Postcolonial ideas
often focus on a central idea that cultures form hegemonies, which according to
our postcolonial text is a culture’s “dominant values, sense of right and
wrong, and sense of personal self worth.” The text continues to provide the
colonization of the African culture by the Anglo-Saxon culture as an example of
when two hegemonies collide. These hegemonies are ignorant in their nature, and
often the superior hegemony, in this case, the white Anglo-Saxons, will try to
control and convert the other hegemony that they may perceive as savage, evil,
and ultimately just plain wrong. These postcolonial texts essentially argue
that the creation of alternities, “whereby ‘the others’ are excluded from
positions of power and viewed as different and inferior.”, kills off the
culture of the “others” by forcing its hegemony on the “inferior” culture.
This
idea relates to the text specifically through the actions of the missionaries.
The missionaries are creating the alternity of the Ibo culture, calling them “heathens”
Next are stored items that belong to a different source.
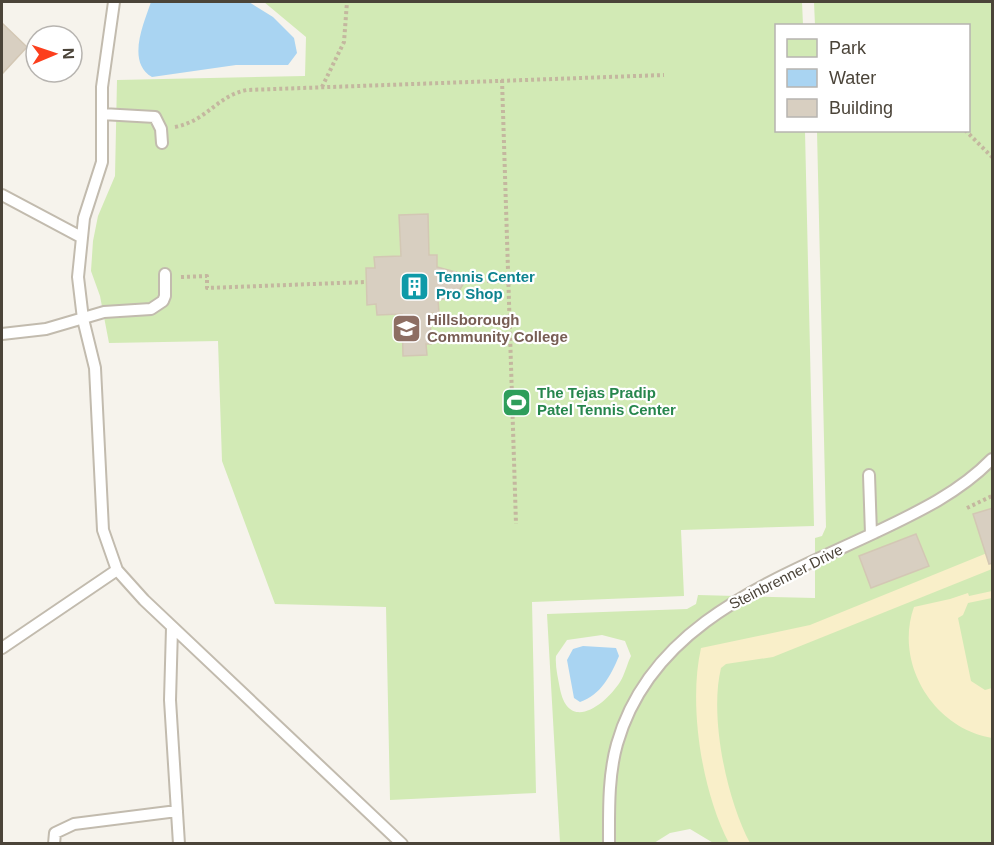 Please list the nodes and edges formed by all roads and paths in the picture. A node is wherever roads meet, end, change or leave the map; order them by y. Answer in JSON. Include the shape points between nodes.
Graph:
{"nodes":[{"id":1,"x":114,"y":2,"type":"edge"},
{"id":2,"x":347,"y":2,"type":"edge"},
{"id":3,"x":664,"y":75,"type":"dead end"},
{"id":4,"x":502,"y":80,"type":"junction"},
{"id":5,"x":322,"y":87,"type":"junction"},
{"id":6,"x":102,"y":114,"type":"junction"},
{"id":7,"x":161,"y":129,"type":"junction"},
{"id":8,"x":967,"y":132,"type":"edge"},
{"id":9,"x":162,"y":143,"type":"dead end"},
{"id":10,"x":993,"y":157,"type":"edge"},
{"id":11,"x":2,"y":195,"type":"edge"},
{"id":12,"x":81,"y":237,"type":"junction"},
{"id":13,"x":165,"y":275,"type":"joint"},
{"id":14,"x":509,"y":280,"type":"junction"},
{"id":15,"x":366,"y":282,"type":"dead end"},
{"id":16,"x":463,"y":282,"type":"dead end"},
{"id":17,"x":83,"y":319,"type":"junction"},
{"id":18,"x":2,"y":334,"type":"edge"},
{"id":19,"x":993,"y":459,"type":"edge"},
{"id":20,"x":869,"y":475,"type":"dead end"},
{"id":21,"x":993,"y":495,"type":"edge"},
{"id":22,"x":967,"y":508,"type":"dead end"},
{"id":23,"x":516,"y":524,"type":"dead end"},
{"id":24,"x":871,"y":534,"type":"junction"},
{"id":25,"x":117,"y":570,"type":"junction"},
{"id":26,"x":172,"y":628,"type":"junction"},
{"id":27,"x":2,"y":648,"type":"edge"},
{"id":28,"x":177,"y":812,"type":"junction"},
{"id":29,"x":54,"y":843,"type":"edge"},
{"id":30,"x":179,"y":843,"type":"edge"},
{"id":31,"x":402,"y":843,"type":"edge"},
{"id":32,"x":609,"y":843,"type":"edge"}],
"edges":[{"from":1,"to":6,"type":"lane"},
{"from":2,"to":5,"type":"path","via":[[345,42]]},
{"from":3,"to":4,"type":"path"},
{"from":4,"to":5,"type":"path"},
{"from":4,"to":14,"type":"path"},
{"from":5,"to":7,"type":"path","via":[[238,91],[196,122]]},
{"from":6,"to":7,"type":"lane","via":[[149,114]]},
{"from":6,"to":12,"type":"lane","via":[[102,162]]},
{"from":7,"to":9,"type":"lane"},
{"from":8,"to":10,"type":"path"},
{"from":11,"to":12,"type":"lane"},
{"from":12,"to":17,"type":"lane","via":[[78,277]]},
{"from":13,"to":15,"type":"path","via":[[207,276],[207,288]]},
{"from":13,"to":17,"type":"lane","via":[[165,296],[158,306],[104,312]]},
{"from":14,"to":16,"type":"path"},
{"from":14,"to":23,"type":"path"},
{"from":17,"to":18,"type":"lane","via":[[46,329]]},
{"from":17,"to":25,"type":"lane","via":[[95,368],[103,530]]},
{"from":19,"to":24,"type":"lane","name":"Steinbrenner Drive","via":[[927,508]]},
{"from":20,"to":24,"type":"lane"},
{"from":21,"to":22,"type":"path"},
{"from":24,"to":32,"type":"lane","name":"Steinbrenner Drive","via":[[745,596],[708,619],[653,669],[617,744]]},
{"from":25,"to":26,"type":"lane"},
{"from":25,"to":27,"type":"lane"},
{"from":26,"to":28,"type":"lane","via":[[170,700]]},
{"from":26,"to":31,"type":"lane"},
{"from":28,"to":29,"type":"lane","via":[[74,824],[55,832]]},
{"from":28,"to":30,"type":"lane"}]} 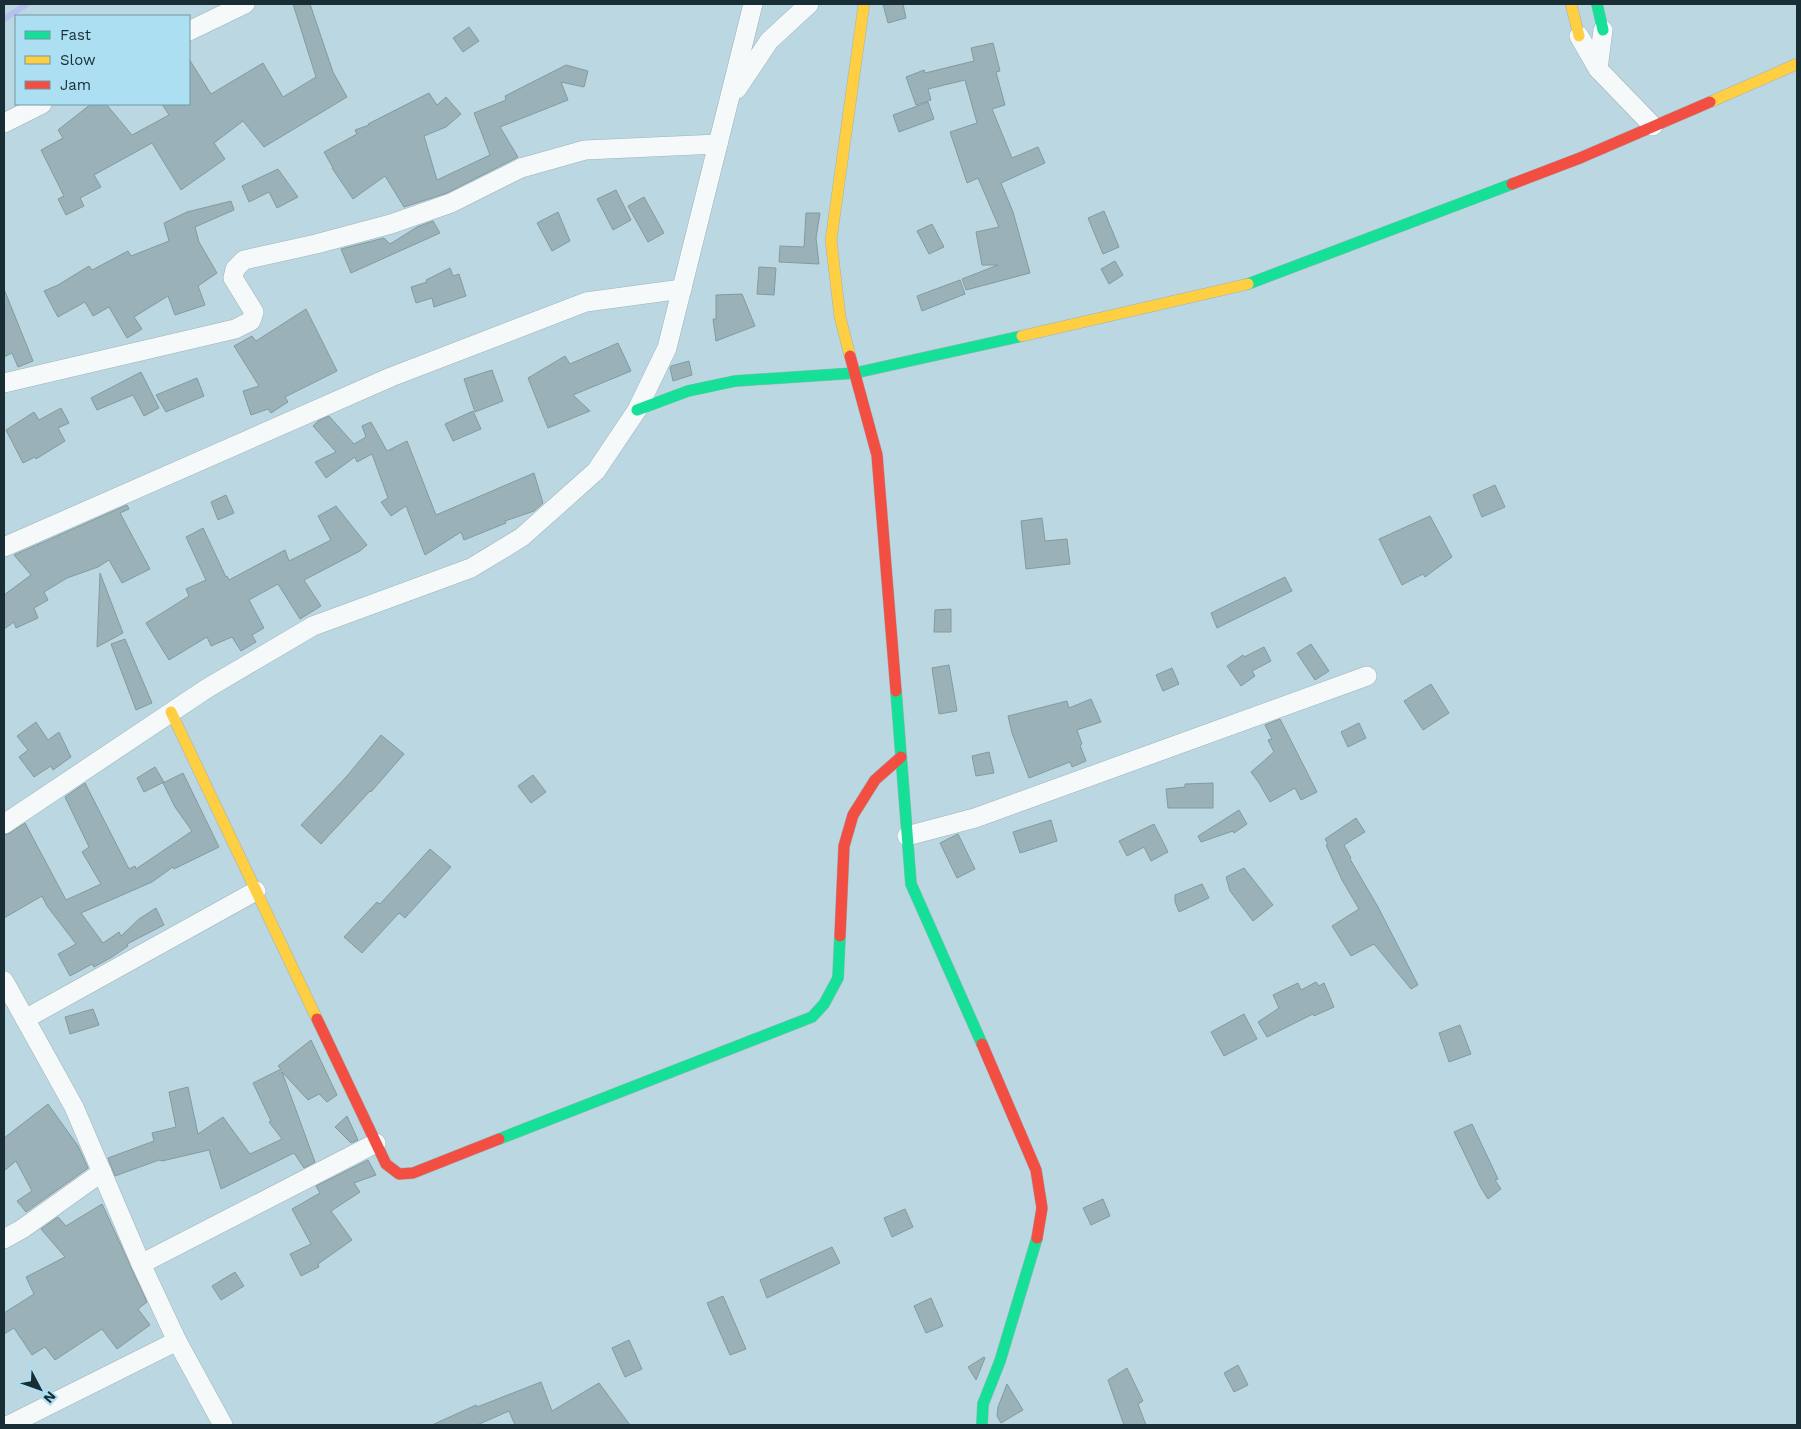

and causing the white colonizers to view the Ibo people as inferior. As the
missionaries impose their presence upon the Ibo people, many of the Ibo are
alienated by this new and strange culture and ultimately will fight against it
if they must. However the white colonizers can easily suppress any threat to
their beliefs. The missionaries offer their Christian culture to the Ibo but
only if they reject their culture in doing so. “Unless you shave off the mark
of your heathen belief I will not admit you into the church.’ Said Mr. Kiaga.”
If they do decide to turn their back on their culture the Ibo will view them as
traitors and treat them as outcasts. Even though they may have accepted a new
culture, the converting Ibos will still be viewed as different and inferior by
the Anglo-Saxons because a alternity has already been set on their people, a
sort of “a tiger can’t change its
stripes” effect. As the Ibo culture is bleeding out, those who leave it themselves
will still be outsiders not only from their own, but the ones they turned to,
stuck in the middle with nowhere to go.